How condensation water is formed.
Roofs are stressed not only by mechanical forces but also by the physical aspects of a building. These include fluctuating temperatures, which may vary between – 20° C and + 80° C, and differences in air humidity on the inside and outside.
In the commonest situation, where the internal temperature (Ti) is higher than the external temperature (Te), it is generally also found that the air humidity is greater on the inside than the outside (see fig.2).
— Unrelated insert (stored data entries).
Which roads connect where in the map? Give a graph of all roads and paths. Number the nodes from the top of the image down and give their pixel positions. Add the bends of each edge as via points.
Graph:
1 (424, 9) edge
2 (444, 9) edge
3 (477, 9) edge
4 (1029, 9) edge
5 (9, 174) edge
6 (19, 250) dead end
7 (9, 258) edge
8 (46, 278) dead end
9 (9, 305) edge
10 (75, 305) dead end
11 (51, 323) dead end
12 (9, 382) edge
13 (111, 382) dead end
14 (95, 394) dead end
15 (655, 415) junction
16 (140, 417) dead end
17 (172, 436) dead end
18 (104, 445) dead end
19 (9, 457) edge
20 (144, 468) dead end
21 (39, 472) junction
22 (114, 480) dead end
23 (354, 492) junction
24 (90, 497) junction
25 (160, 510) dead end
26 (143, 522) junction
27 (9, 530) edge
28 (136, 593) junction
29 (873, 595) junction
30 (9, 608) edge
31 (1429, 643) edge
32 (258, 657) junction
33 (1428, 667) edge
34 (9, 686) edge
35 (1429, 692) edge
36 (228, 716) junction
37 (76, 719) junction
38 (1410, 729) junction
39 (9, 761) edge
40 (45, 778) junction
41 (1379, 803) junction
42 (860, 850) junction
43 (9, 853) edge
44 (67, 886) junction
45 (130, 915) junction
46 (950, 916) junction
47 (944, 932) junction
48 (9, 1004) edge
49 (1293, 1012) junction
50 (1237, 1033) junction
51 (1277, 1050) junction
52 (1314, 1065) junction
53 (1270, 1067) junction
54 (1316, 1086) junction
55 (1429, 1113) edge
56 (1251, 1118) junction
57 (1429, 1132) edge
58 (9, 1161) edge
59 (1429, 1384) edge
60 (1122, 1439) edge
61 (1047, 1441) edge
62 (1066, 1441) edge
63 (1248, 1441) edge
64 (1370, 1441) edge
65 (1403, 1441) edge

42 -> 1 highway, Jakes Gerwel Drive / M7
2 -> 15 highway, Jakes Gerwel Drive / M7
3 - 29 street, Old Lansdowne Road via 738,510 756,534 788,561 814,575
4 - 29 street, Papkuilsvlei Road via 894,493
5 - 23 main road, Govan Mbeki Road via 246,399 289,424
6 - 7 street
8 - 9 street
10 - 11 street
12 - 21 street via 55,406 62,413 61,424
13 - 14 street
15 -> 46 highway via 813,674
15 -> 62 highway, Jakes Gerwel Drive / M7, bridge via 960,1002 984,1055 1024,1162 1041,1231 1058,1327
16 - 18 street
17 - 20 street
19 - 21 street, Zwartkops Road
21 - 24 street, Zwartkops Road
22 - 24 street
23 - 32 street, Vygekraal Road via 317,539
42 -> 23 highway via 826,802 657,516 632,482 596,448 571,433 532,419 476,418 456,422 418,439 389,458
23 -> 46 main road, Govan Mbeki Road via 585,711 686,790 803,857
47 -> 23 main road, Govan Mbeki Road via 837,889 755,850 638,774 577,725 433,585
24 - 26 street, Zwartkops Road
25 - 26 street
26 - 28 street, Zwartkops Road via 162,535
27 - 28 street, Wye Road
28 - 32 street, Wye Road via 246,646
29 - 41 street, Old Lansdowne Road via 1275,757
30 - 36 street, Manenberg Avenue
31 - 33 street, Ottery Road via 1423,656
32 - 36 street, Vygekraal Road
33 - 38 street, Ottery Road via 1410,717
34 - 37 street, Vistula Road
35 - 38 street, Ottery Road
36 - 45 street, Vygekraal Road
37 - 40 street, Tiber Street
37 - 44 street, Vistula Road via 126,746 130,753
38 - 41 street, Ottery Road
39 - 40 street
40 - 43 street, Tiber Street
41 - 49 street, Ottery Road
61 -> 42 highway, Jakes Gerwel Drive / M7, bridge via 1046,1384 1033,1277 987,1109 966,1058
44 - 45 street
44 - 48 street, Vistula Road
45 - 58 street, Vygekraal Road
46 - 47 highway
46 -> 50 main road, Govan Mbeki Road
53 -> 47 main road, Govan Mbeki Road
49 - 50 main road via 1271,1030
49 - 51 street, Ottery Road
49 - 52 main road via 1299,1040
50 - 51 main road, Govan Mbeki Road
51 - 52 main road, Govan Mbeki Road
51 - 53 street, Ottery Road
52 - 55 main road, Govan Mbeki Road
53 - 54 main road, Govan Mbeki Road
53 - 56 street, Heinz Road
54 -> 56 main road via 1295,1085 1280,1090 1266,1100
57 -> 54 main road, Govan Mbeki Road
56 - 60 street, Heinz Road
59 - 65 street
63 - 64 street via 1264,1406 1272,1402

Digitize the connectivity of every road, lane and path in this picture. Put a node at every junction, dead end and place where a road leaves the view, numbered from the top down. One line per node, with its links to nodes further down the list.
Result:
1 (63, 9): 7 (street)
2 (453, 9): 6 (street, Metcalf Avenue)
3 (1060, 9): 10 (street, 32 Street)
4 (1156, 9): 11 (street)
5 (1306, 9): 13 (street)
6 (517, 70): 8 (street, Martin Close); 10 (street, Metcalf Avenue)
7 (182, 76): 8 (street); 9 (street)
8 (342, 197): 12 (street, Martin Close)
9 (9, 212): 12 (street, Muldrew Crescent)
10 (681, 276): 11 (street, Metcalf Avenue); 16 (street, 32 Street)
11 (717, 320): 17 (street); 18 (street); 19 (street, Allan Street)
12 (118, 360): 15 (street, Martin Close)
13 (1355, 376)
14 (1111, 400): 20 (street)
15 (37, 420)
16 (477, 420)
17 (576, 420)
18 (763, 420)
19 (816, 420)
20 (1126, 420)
The difference in vapour pressure (Pi – Pe) causes vapour to be transported through the roof structure from the inside to the outside. If the roof is not constructed properly, condensation or frost will be formed on the inside of the relatively cold zinc-titanium.
Damage and prevention
Excessive condensation can be harmful in a number of ways. For example, it can damage the zinc-titanium on the inside as the result of corrosion, or lead to moisture damage on parts of the supporting structure (corrosion, wood rot or mould). Totally sealing the roof on the inside is not the answer: this cannot be done in practice, and in terms of moisture regulation in a building it is generally not desirable.
In order to achieve the desired movement of vapour and to avoid the risk of damage, two main steps must be taken:
- Fit a damp control course on the inside of the thermal insulation
- Include a gap on the external side of the thermal insulation to permit ventilation by external air.